Wasser als Wärmeträger

Die zuvor vorgestellte Berechnungsformel für die benötigte Heizleistung zur Erhitzung des Formenmaterials kommt ein zweites Mal zum Einsatz: Die benötigte Gesamtheizleistung setzt sich nämlich aus der benötigten Heizleistung für das Formenmaterial (in der Regel Werkzeugstahl) und der benötigten Heizleistung für das im Systemkreislauf befindliche Wasser zusammen. Dabei geht es um die Wassermenge in den Schläuchen, im variothermen Temperiergerät sowie auch im Werkzeugeinsatz. Erwähnenswert hierbei ist, dass Wasser als Wärmeträger eine etwa neunfache spezifische Wärmekapazität aufweist wie der Formenstahl. Das heißt, dass die Energie, die benötigt wird, um die Temperatur von einem Kilogramm Wasser um ein Grad Kelvin zu erhöhen, ebenso ausreichen würde, um die Temperatur von neun Kilogramm Stahl um ein Grad Kelvin zu erhöhen. Wasser als Wärmeträger spielt folglich eine bedeutende Rolle, wenn es um den Energieverbrauch der Variothermie geht.

Auch hier hilft die konturnahe Temperierung weiter. Sehr kleine Kanalquerschnitte, die gezielt nur dort verlaufen, wo sie benötigt werden, helfen dabei, die Wassermenge im Formeinsatz gegenüber üblicherweise gebohrten Temperierkanälen signifikant zu reduzieren. Das Schnittbild (Bild 3) durch den hier betrachteten Formeinsatz zeigt die kleinen, volumenarmen Temperierkanalquerschnitte, die dennoch sehr effizient ihrer Heiz- und Kühlfunktion nachkommen. Liegt im vorliegenden Formeinsatzbeispiel das Wasservolumen bei etwas unter 100 Millilitern, so überschreiten auch die Volumina bei größeren Formeinsätzen mit konturnaher Temperierung selten die 400-Milliliter-Marke.

Bild 3: Schnittbild durch den betrachteten Formeinsatz (Bild: Contura MTC).

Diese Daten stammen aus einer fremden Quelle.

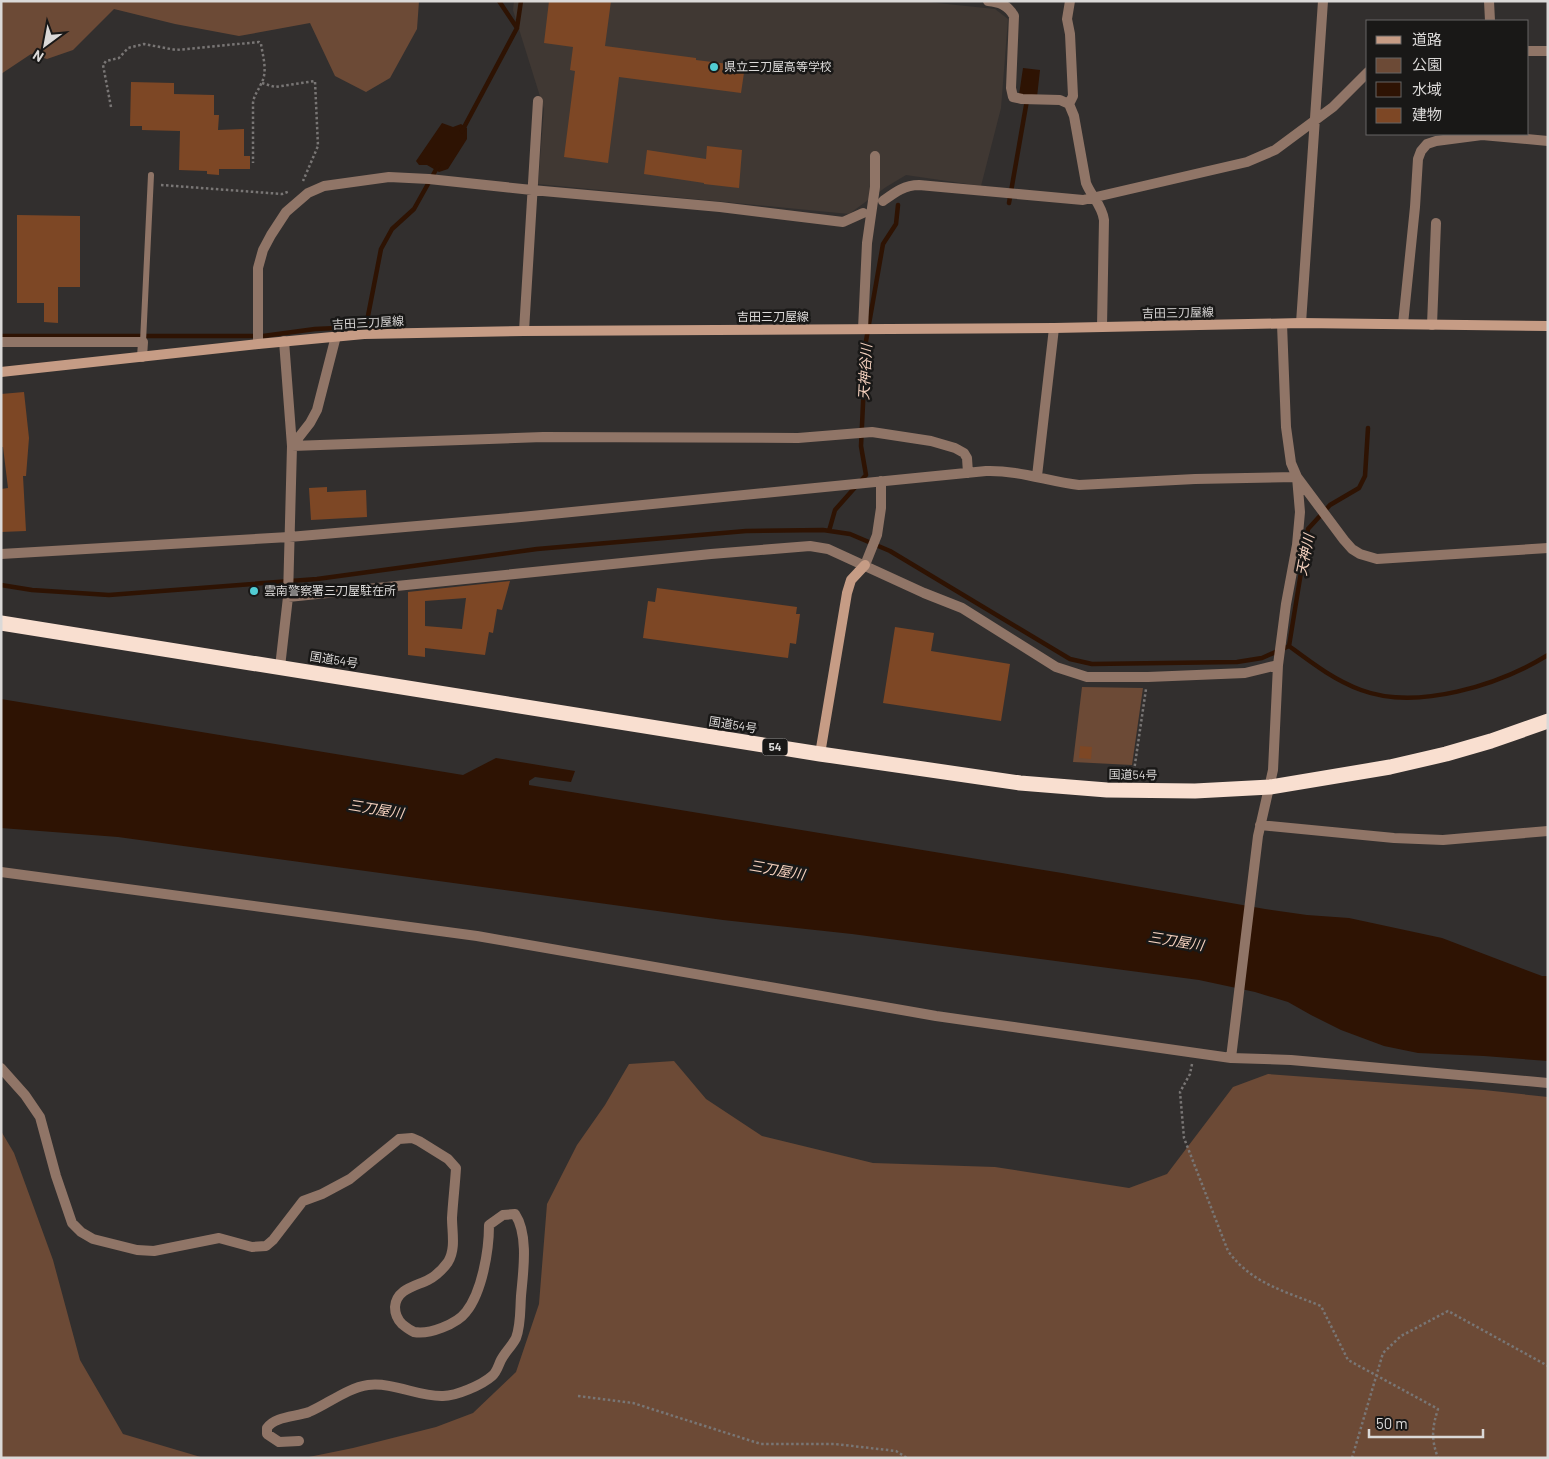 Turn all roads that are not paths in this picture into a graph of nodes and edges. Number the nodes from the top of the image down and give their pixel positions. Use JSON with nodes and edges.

Bild 3: Schnittbild durch den betrachteten Formeinsatz (Bild: Contura MTC).

Fazit

Konturnahe Werkzeugtemperierung ist der Schlüssel für kurze Zykluszeiten und gleichzeitig geringe Energiebedarfe bei variothermer Prozessführung. Sowohl bei der energetischen Prozessbetrachtung als auch bei der Bewertung der Zykluszeiten spielt die Auslegung der Temperierkanalsysteme die entscheidende Rolle. Bei wasserbasierten, variothermen Temperiergeräten sind die system- und gerätearchitekturbedingten Einsparmöglichkeiten hinsichtlich Energie und Zykluszeit eher gering. Einzig Dampf als Wärmeträger würde die Aufheizzeiten auch bei klassisch gebohrten Kanalsystemen deutlich verkürzen, was aber den Energieverbrauch parallel deutlich erhöhen würde.